Exercise inputs:

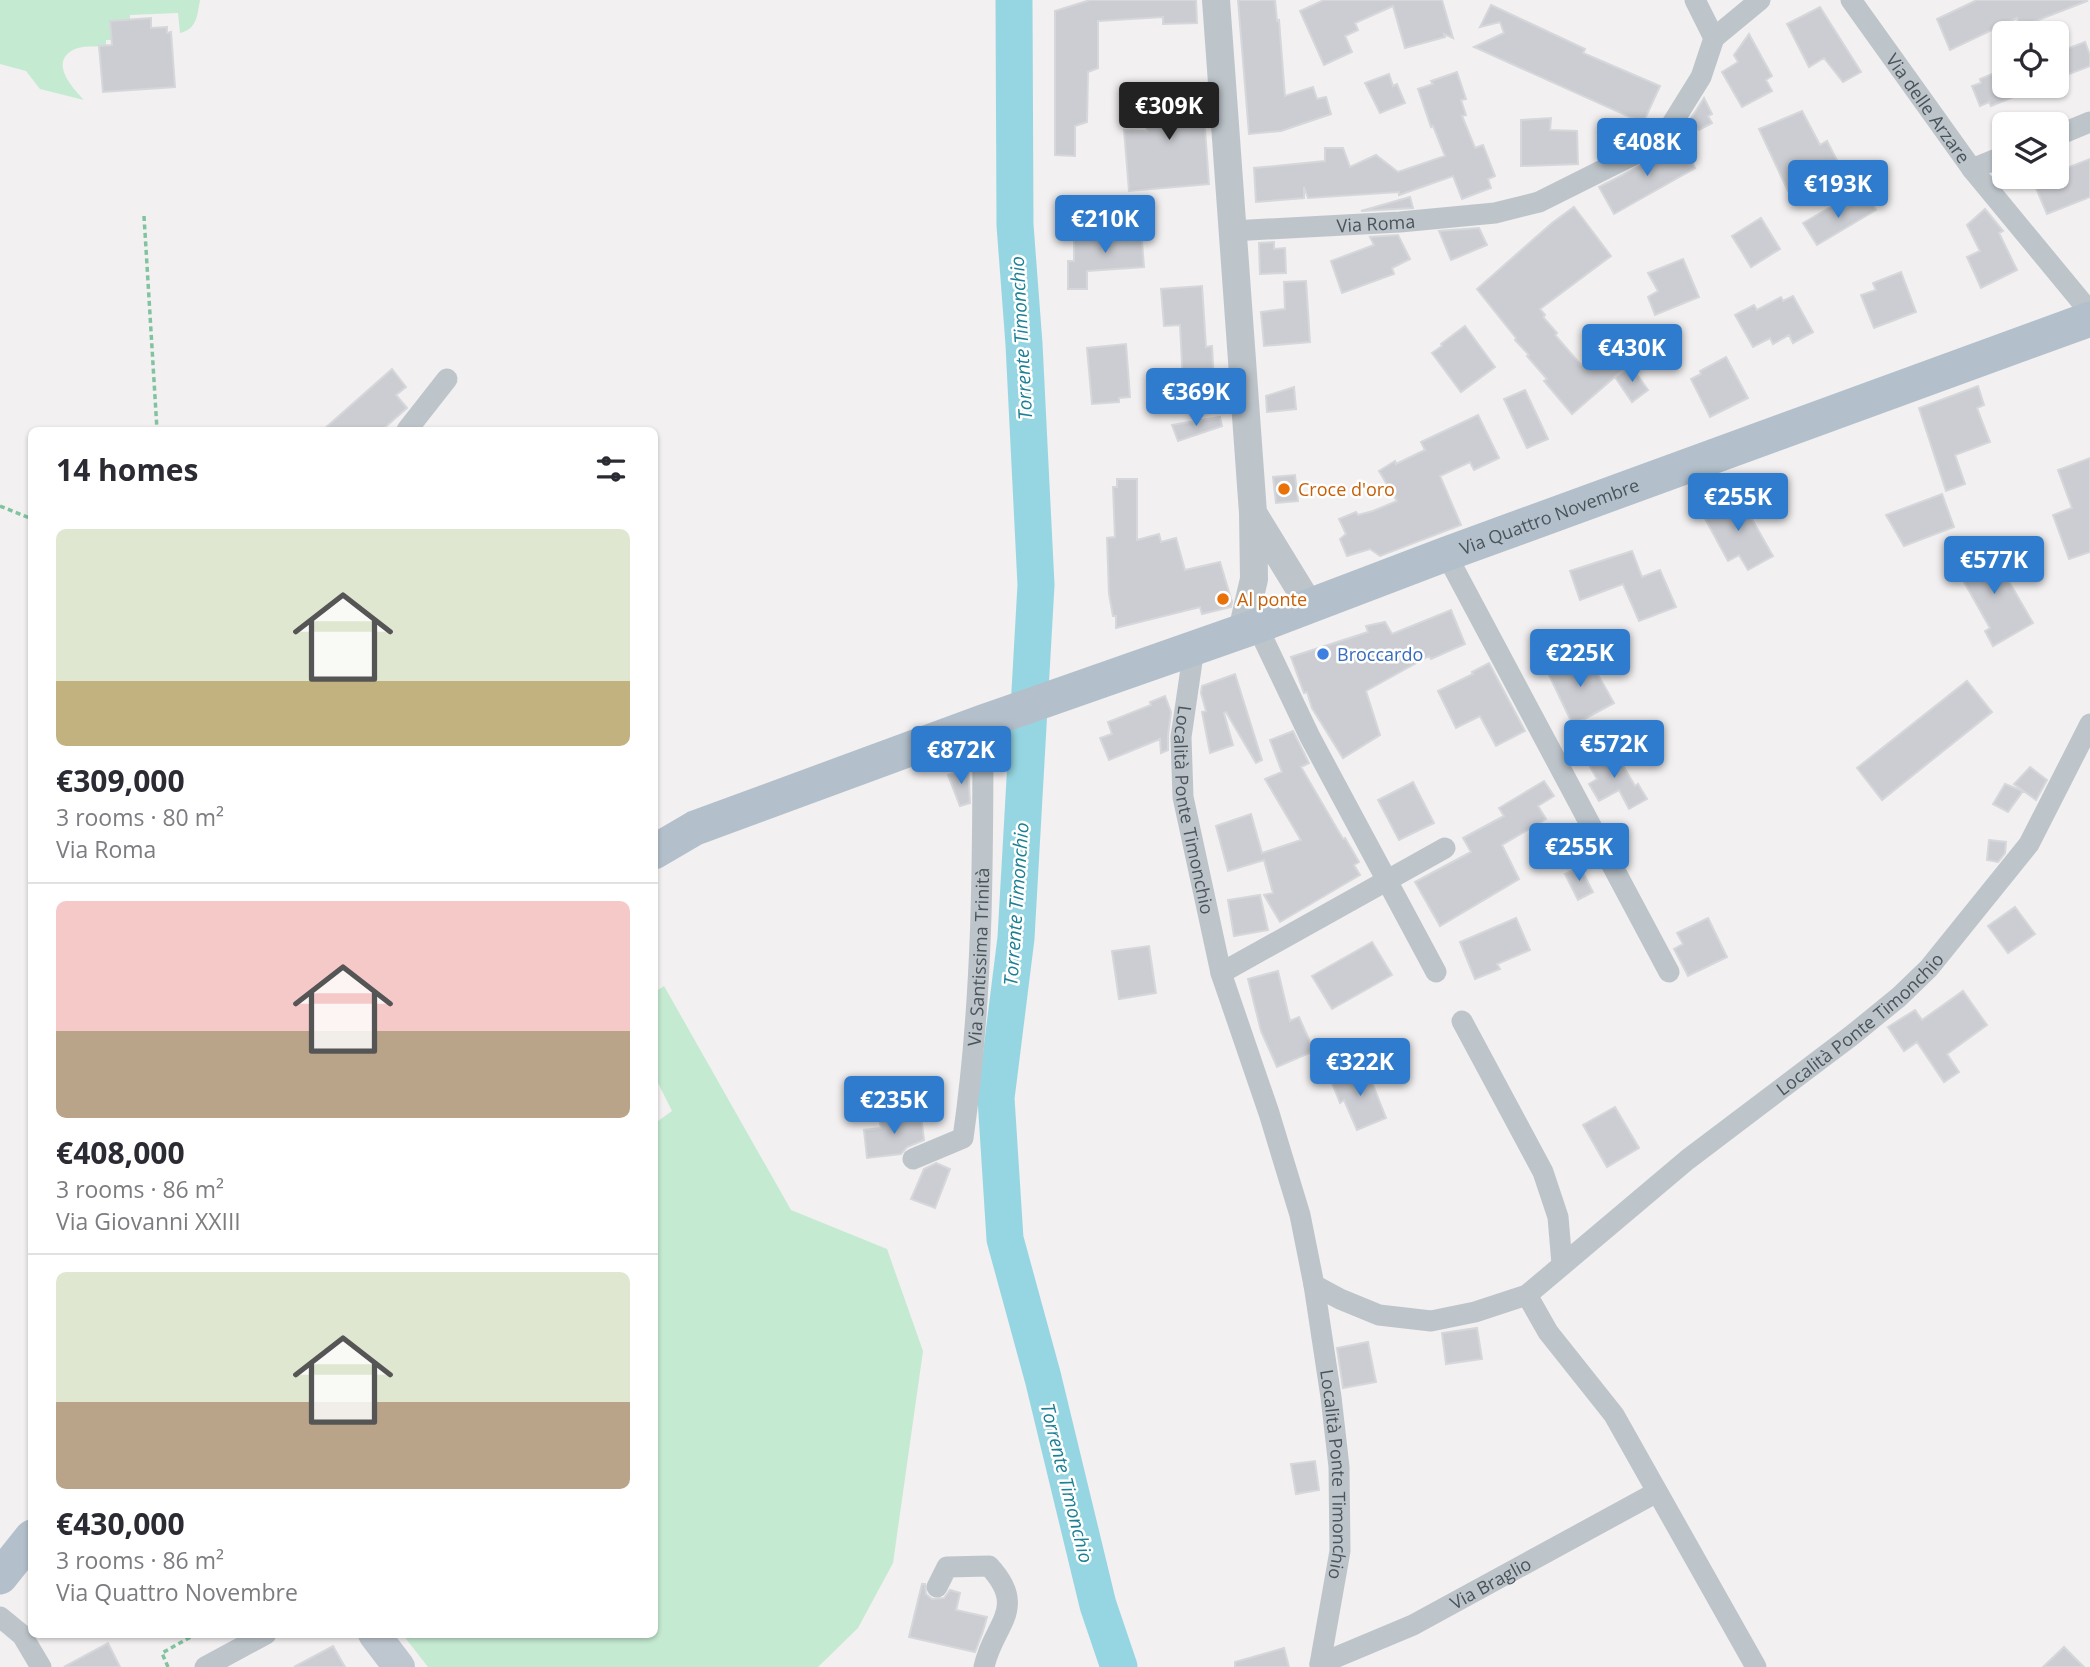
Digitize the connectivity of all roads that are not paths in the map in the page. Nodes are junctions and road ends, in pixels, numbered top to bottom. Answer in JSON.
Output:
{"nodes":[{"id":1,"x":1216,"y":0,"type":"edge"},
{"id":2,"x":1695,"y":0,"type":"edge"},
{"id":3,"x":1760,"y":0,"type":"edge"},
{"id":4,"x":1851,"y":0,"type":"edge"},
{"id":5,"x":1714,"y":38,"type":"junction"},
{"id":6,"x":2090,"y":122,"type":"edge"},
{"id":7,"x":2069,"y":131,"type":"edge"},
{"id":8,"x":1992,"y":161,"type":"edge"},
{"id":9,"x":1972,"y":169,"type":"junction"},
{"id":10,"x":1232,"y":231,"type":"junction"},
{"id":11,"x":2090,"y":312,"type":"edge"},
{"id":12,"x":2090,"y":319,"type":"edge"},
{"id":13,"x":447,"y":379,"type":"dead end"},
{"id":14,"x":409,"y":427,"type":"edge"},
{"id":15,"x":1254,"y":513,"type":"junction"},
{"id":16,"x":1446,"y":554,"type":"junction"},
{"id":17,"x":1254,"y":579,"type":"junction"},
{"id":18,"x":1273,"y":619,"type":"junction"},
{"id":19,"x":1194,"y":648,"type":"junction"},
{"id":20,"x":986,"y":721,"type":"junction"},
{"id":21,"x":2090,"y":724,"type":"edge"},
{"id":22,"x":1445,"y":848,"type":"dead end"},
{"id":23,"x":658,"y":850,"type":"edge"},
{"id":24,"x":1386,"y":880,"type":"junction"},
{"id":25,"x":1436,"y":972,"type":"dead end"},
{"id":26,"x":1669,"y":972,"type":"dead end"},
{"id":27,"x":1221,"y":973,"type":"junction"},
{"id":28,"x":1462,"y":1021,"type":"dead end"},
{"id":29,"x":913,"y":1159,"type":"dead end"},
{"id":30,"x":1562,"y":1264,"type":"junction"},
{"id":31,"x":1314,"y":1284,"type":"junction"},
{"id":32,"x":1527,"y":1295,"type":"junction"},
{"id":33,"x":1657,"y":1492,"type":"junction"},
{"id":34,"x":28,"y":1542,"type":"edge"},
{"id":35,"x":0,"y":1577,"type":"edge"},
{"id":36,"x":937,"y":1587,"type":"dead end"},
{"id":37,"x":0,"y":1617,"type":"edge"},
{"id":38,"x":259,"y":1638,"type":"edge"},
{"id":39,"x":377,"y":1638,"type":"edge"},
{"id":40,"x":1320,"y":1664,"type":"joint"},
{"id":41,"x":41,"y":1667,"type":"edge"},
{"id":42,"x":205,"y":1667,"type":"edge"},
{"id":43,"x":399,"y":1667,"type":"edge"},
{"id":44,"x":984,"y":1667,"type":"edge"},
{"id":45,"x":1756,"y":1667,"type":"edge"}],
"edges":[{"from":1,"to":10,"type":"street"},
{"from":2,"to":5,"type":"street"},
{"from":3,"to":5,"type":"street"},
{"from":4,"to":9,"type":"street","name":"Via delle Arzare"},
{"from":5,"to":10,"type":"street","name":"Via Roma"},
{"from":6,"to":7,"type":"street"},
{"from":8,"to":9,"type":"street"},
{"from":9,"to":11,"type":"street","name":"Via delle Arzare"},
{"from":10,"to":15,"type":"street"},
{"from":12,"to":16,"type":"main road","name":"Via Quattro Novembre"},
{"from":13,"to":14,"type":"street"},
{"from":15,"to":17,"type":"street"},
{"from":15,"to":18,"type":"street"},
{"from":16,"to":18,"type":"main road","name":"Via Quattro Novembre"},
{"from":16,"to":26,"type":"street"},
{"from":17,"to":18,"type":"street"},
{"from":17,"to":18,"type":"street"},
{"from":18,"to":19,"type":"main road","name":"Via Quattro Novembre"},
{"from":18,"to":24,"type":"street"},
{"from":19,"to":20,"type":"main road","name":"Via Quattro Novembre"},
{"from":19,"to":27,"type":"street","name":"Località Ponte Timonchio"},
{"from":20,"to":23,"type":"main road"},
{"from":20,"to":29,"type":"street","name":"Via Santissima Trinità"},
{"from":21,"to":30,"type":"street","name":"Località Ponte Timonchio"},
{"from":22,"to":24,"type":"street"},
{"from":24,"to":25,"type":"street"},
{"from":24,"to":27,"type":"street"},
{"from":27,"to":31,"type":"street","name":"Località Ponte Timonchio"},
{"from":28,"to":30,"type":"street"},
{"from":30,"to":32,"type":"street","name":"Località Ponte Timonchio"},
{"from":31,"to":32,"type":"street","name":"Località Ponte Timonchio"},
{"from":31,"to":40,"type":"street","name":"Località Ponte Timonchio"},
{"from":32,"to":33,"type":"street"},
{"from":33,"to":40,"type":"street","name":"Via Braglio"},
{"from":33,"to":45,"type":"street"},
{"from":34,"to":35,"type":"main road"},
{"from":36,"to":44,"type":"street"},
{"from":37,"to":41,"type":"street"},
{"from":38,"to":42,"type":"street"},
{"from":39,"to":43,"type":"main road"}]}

The problem:
Type the records out again in full, exactly, with each picture omitted.

Solution to the exercise:
Digitize the connectivity of all roads that are not paths in the map in the page. Nodes are junctions and road ends, in pixels, numbered top to bottom. Answer in JSON.
Output:
{"nodes":[{"id":1,"x":1216,"y":0,"type":"edge"},
{"id":2,"x":1695,"y":0,"type":"edge"},
{"id":3,"x":1760,"y":0,"type":"edge"},
{"id":4,"x":1851,"y":0,"type":"edge"},
{"id":5,"x":1714,"y":38,"type":"junction"},
{"id":6,"x":2090,"y":122,"type":"edge"},
{"id":7,"x":2069,"y":131,"type":"edge"},
{"id":8,"x":1992,"y":161,"type":"edge"},
{"id":9,"x":1972,"y":169,"type":"junction"},
{"id":10,"x":1232,"y":231,"type":"junction"},
{"id":11,"x":2090,"y":312,"type":"edge"},
{"id":12,"x":2090,"y":319,"type":"edge"},
{"id":13,"x":447,"y":379,"type":"dead end"},
{"id":14,"x":409,"y":427,"type":"edge"},
{"id":15,"x":1254,"y":513,"type":"junction"},
{"id":16,"x":1446,"y":554,"type":"junction"},
{"id":17,"x":1254,"y":579,"type":"junction"},
{"id":18,"x":1273,"y":619,"type":"junction"},
{"id":19,"x":1194,"y":648,"type":"junction"},
{"id":20,"x":986,"y":721,"type":"junction"},
{"id":21,"x":2090,"y":724,"type":"edge"},
{"id":22,"x":1445,"y":848,"type":"dead end"},
{"id":23,"x":658,"y":850,"type":"edge"},
{"id":24,"x":1386,"y":880,"type":"junction"},
{"id":25,"x":1436,"y":972,"type":"dead end"},
{"id":26,"x":1669,"y":972,"type":"dead end"},
{"id":27,"x":1221,"y":973,"type":"junction"},
{"id":28,"x":1462,"y":1021,"type":"dead end"},
{"id":29,"x":913,"y":1159,"type":"dead end"},
{"id":30,"x":1562,"y":1264,"type":"junction"},
{"id":31,"x":1314,"y":1284,"type":"junction"},
{"id":32,"x":1527,"y":1295,"type":"junction"},
{"id":33,"x":1657,"y":1492,"type":"junction"},
{"id":34,"x":28,"y":1542,"type":"edge"},
{"id":35,"x":0,"y":1577,"type":"edge"},
{"id":36,"x":937,"y":1587,"type":"dead end"},
{"id":37,"x":0,"y":1617,"type":"edge"},
{"id":38,"x":259,"y":1638,"type":"edge"},
{"id":39,"x":377,"y":1638,"type":"edge"},
{"id":40,"x":1320,"y":1664,"type":"joint"},
{"id":41,"x":41,"y":1667,"type":"edge"},
{"id":42,"x":205,"y":1667,"type":"edge"},
{"id":43,"x":399,"y":1667,"type":"edge"},
{"id":44,"x":984,"y":1667,"type":"edge"},
{"id":45,"x":1756,"y":1667,"type":"edge"}],
"edges":[{"from":1,"to":10,"type":"street"},
{"from":2,"to":5,"type":"street"},
{"from":3,"to":5,"type":"street"},
{"from":4,"to":9,"type":"street","name":"Via delle Arzare"},
{"from":5,"to":10,"type":"street","name":"Via Roma"},
{"from":6,"to":7,"type":"street"},
{"from":8,"to":9,"type":"street"},
{"from":9,"to":11,"type":"street","name":"Via delle Arzare"},
{"from":10,"to":15,"type":"street"},
{"from":12,"to":16,"type":"main road","name":"Via Quattro Novembre"},
{"from":13,"to":14,"type":"street"},
{"from":15,"to":17,"type":"street"},
{"from":15,"to":18,"type":"street"},
{"from":16,"to":18,"type":"main road","name":"Via Quattro Novembre"},
{"from":16,"to":26,"type":"street"},
{"from":17,"to":18,"type":"street"},
{"from":17,"to":18,"type":"street"},
{"from":18,"to":19,"type":"main road","name":"Via Quattro Novembre"},
{"from":18,"to":24,"type":"street"},
{"from":19,"to":20,"type":"main road","name":"Via Quattro Novembre"},
{"from":19,"to":27,"type":"street","name":"Località Ponte Timonchio"},
{"from":20,"to":23,"type":"main road"},
{"from":20,"to":29,"type":"street","name":"Via Santissima Trinità"},
{"from":21,"to":30,"type":"street","name":"Località Ponte Timonchio"},
{"from":22,"to":24,"type":"street"},
{"from":24,"to":25,"type":"street"},
{"from":24,"to":27,"type":"street"},
{"from":27,"to":31,"type":"street","name":"Località Ponte Timonchio"},
{"from":28,"to":30,"type":"street"},
{"from":30,"to":32,"type":"street","name":"Località Ponte Timonchio"},
{"from":31,"to":32,"type":"street","name":"Località Ponte Timonchio"},
{"from":31,"to":40,"type":"street","name":"Località Ponte Timonchio"},
{"from":32,"to":33,"type":"street"},
{"from":33,"to":40,"type":"street","name":"Via Braglio"},
{"from":33,"to":45,"type":"street"},
{"from":34,"to":35,"type":"main road"},
{"from":36,"to":44,"type":"street"},
{"from":37,"to":41,"type":"street"},
{"from":38,"to":42,"type":"street"},
{"from":39,"to":43,"type":"main road"}]}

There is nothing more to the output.